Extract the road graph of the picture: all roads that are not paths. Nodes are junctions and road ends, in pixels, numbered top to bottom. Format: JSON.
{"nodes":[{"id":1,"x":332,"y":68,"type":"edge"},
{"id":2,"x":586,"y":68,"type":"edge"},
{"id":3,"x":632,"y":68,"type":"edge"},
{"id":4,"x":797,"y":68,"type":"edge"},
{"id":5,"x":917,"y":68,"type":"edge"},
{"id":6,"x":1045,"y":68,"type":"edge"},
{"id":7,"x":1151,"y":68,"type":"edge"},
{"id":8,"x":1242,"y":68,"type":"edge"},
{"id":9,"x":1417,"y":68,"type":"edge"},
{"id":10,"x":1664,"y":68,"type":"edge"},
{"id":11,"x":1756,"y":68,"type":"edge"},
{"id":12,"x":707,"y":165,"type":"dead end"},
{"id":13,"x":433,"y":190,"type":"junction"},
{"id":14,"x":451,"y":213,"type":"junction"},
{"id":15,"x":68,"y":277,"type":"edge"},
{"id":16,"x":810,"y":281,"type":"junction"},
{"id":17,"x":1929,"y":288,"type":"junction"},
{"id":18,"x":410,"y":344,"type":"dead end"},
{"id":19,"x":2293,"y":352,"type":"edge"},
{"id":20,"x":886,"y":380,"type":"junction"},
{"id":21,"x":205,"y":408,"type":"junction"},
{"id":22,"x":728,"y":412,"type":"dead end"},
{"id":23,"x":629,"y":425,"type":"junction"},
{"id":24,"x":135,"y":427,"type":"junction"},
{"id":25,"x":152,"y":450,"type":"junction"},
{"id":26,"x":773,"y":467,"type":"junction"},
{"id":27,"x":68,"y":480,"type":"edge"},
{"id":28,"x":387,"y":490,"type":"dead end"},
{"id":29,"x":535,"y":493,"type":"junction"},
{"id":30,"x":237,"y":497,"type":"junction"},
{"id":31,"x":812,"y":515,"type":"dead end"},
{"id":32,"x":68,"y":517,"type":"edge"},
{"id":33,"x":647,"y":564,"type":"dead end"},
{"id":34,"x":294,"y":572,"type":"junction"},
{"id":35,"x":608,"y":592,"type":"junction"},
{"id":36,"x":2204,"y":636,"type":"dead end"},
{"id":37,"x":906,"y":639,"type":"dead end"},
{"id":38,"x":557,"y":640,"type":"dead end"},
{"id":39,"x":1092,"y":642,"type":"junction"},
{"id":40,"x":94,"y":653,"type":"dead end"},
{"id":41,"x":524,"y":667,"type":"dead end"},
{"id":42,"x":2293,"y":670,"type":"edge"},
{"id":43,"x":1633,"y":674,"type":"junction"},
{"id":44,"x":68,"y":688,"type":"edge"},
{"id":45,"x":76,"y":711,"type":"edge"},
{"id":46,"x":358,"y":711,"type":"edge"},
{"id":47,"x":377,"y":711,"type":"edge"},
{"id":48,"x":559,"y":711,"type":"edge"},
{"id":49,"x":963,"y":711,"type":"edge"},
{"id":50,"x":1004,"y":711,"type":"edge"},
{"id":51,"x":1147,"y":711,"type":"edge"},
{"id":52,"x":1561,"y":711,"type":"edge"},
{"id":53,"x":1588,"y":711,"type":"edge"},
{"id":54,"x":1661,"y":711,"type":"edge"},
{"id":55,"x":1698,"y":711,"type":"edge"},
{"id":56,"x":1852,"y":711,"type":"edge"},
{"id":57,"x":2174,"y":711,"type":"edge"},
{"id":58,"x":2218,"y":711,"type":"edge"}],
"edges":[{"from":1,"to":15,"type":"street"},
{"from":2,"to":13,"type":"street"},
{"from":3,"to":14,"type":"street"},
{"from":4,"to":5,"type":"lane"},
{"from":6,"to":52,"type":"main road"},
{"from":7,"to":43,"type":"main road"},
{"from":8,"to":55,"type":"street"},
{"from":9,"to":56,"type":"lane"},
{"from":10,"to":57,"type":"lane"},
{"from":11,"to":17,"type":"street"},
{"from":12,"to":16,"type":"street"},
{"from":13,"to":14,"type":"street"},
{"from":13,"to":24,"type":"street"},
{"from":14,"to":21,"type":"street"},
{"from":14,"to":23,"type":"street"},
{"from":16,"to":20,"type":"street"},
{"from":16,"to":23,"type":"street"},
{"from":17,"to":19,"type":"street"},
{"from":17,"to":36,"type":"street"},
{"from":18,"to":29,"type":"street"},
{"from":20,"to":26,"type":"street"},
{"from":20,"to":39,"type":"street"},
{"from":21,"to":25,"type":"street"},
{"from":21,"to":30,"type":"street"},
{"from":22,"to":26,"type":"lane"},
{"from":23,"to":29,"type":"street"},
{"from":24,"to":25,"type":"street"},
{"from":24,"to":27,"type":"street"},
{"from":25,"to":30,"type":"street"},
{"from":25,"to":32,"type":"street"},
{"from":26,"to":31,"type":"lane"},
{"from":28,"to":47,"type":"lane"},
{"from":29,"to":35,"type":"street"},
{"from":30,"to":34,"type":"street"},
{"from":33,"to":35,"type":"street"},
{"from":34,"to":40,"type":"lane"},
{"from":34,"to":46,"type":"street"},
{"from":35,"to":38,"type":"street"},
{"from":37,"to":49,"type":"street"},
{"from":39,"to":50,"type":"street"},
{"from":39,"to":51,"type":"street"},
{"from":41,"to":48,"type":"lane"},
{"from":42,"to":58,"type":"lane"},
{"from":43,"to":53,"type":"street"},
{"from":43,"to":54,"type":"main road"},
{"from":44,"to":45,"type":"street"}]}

------------------------------------

### PROBLEM
The full listing should be restated word for word.

### ANSWER FOR THE TASK
Extract the road graph of the picture: all roads that are not paths. Nodes are junctions and road ends, in pixels, numbered top to bottom. Format: JSON.
{"nodes":[{"id":1,"x":332,"y":68,"type":"edge"},
{"id":2,"x":586,"y":68,"type":"edge"},
{"id":3,"x":632,"y":68,"type":"edge"},
{"id":4,"x":797,"y":68,"type":"edge"},
{"id":5,"x":917,"y":68,"type":"edge"},
{"id":6,"x":1045,"y":68,"type":"edge"},
{"id":7,"x":1151,"y":68,"type":"edge"},
{"id":8,"x":1242,"y":68,"type":"edge"},
{"id":9,"x":1417,"y":68,"type":"edge"},
{"id":10,"x":1664,"y":68,"type":"edge"},
{"id":11,"x":1756,"y":68,"type":"edge"},
{"id":12,"x":707,"y":165,"type":"dead end"},
{"id":13,"x":433,"y":190,"type":"junction"},
{"id":14,"x":451,"y":213,"type":"junction"},
{"id":15,"x":68,"y":277,"type":"edge"},
{"id":16,"x":810,"y":281,"type":"junction"},
{"id":17,"x":1929,"y":288,"type":"junction"},
{"id":18,"x":410,"y":344,"type":"dead end"},
{"id":19,"x":2293,"y":352,"type":"edge"},
{"id":20,"x":886,"y":380,"type":"junction"},
{"id":21,"x":205,"y":408,"type":"junction"},
{"id":22,"x":728,"y":412,"type":"dead end"},
{"id":23,"x":629,"y":425,"type":"junction"},
{"id":24,"x":135,"y":427,"type":"junction"},
{"id":25,"x":152,"y":450,"type":"junction"},
{"id":26,"x":773,"y":467,"type":"junction"},
{"id":27,"x":68,"y":480,"type":"edge"},
{"id":28,"x":387,"y":490,"type":"dead end"},
{"id":29,"x":535,"y":493,"type":"junction"},
{"id":30,"x":237,"y":497,"type":"junction"},
{"id":31,"x":812,"y":515,"type":"dead end"},
{"id":32,"x":68,"y":517,"type":"edge"},
{"id":33,"x":647,"y":564,"type":"dead end"},
{"id":34,"x":294,"y":572,"type":"junction"},
{"id":35,"x":608,"y":592,"type":"junction"},
{"id":36,"x":2204,"y":636,"type":"dead end"},
{"id":37,"x":906,"y":639,"type":"dead end"},
{"id":38,"x":557,"y":640,"type":"dead end"},
{"id":39,"x":1092,"y":642,"type":"junction"},
{"id":40,"x":94,"y":653,"type":"dead end"},
{"id":41,"x":524,"y":667,"type":"dead end"},
{"id":42,"x":2293,"y":670,"type":"edge"},
{"id":43,"x":1633,"y":674,"type":"junction"},
{"id":44,"x":68,"y":688,"type":"edge"},
{"id":45,"x":76,"y":711,"type":"edge"},
{"id":46,"x":358,"y":711,"type":"edge"},
{"id":47,"x":377,"y":711,"type":"edge"},
{"id":48,"x":559,"y":711,"type":"edge"},
{"id":49,"x":963,"y":711,"type":"edge"},
{"id":50,"x":1004,"y":711,"type":"edge"},
{"id":51,"x":1147,"y":711,"type":"edge"},
{"id":52,"x":1561,"y":711,"type":"edge"},
{"id":53,"x":1588,"y":711,"type":"edge"},
{"id":54,"x":1661,"y":711,"type":"edge"},
{"id":55,"x":1698,"y":711,"type":"edge"},
{"id":56,"x":1852,"y":711,"type":"edge"},
{"id":57,"x":2174,"y":711,"type":"edge"},
{"id":58,"x":2218,"y":711,"type":"edge"}],
"edges":[{"from":1,"to":15,"type":"street"},
{"from":2,"to":13,"type":"street"},
{"from":3,"to":14,"type":"street"},
{"from":4,"to":5,"type":"lane"},
{"from":6,"to":52,"type":"main road"},
{"from":7,"to":43,"type":"main road"},
{"from":8,"to":55,"type":"street"},
{"from":9,"to":56,"type":"lane"},
{"from":10,"to":57,"type":"lane"},
{"from":11,"to":17,"type":"street"},
{"from":12,"to":16,"type":"street"},
{"from":13,"to":14,"type":"street"},
{"from":13,"to":24,"type":"street"},
{"from":14,"to":21,"type":"street"},
{"from":14,"to":23,"type":"street"},
{"from":16,"to":20,"type":"street"},
{"from":16,"to":23,"type":"street"},
{"from":17,"to":19,"type":"street"},
{"from":17,"to":36,"type":"street"},
{"from":18,"to":29,"type":"street"},
{"from":20,"to":26,"type":"street"},
{"from":20,"to":39,"type":"street"},
{"from":21,"to":25,"type":"street"},
{"from":21,"to":30,"type":"street"},
{"from":22,"to":26,"type":"lane"},
{"from":23,"to":29,"type":"street"},
{"from":24,"to":25,"type":"street"},
{"from":24,"to":27,"type":"street"},
{"from":25,"to":30,"type":"street"},
{"from":25,"to":32,"type":"street"},
{"from":26,"to":31,"type":"lane"},
{"from":28,"to":47,"type":"lane"},
{"from":29,"to":35,"type":"street"},
{"from":30,"to":34,"type":"street"},
{"from":33,"to":35,"type":"street"},
{"from":34,"to":40,"type":"lane"},
{"from":34,"to":46,"type":"street"},
{"from":35,"to":38,"type":"street"},
{"from":37,"to":49,"type":"street"},
{"from":39,"to":50,"type":"street"},
{"from":39,"to":51,"type":"street"},
{"from":41,"to":48,"type":"lane"},
{"from":42,"to":58,"type":"lane"},
{"from":43,"to":53,"type":"street"},
{"from":43,"to":54,"type":"main road"},
{"from":44,"to":45,"type":"street"}]}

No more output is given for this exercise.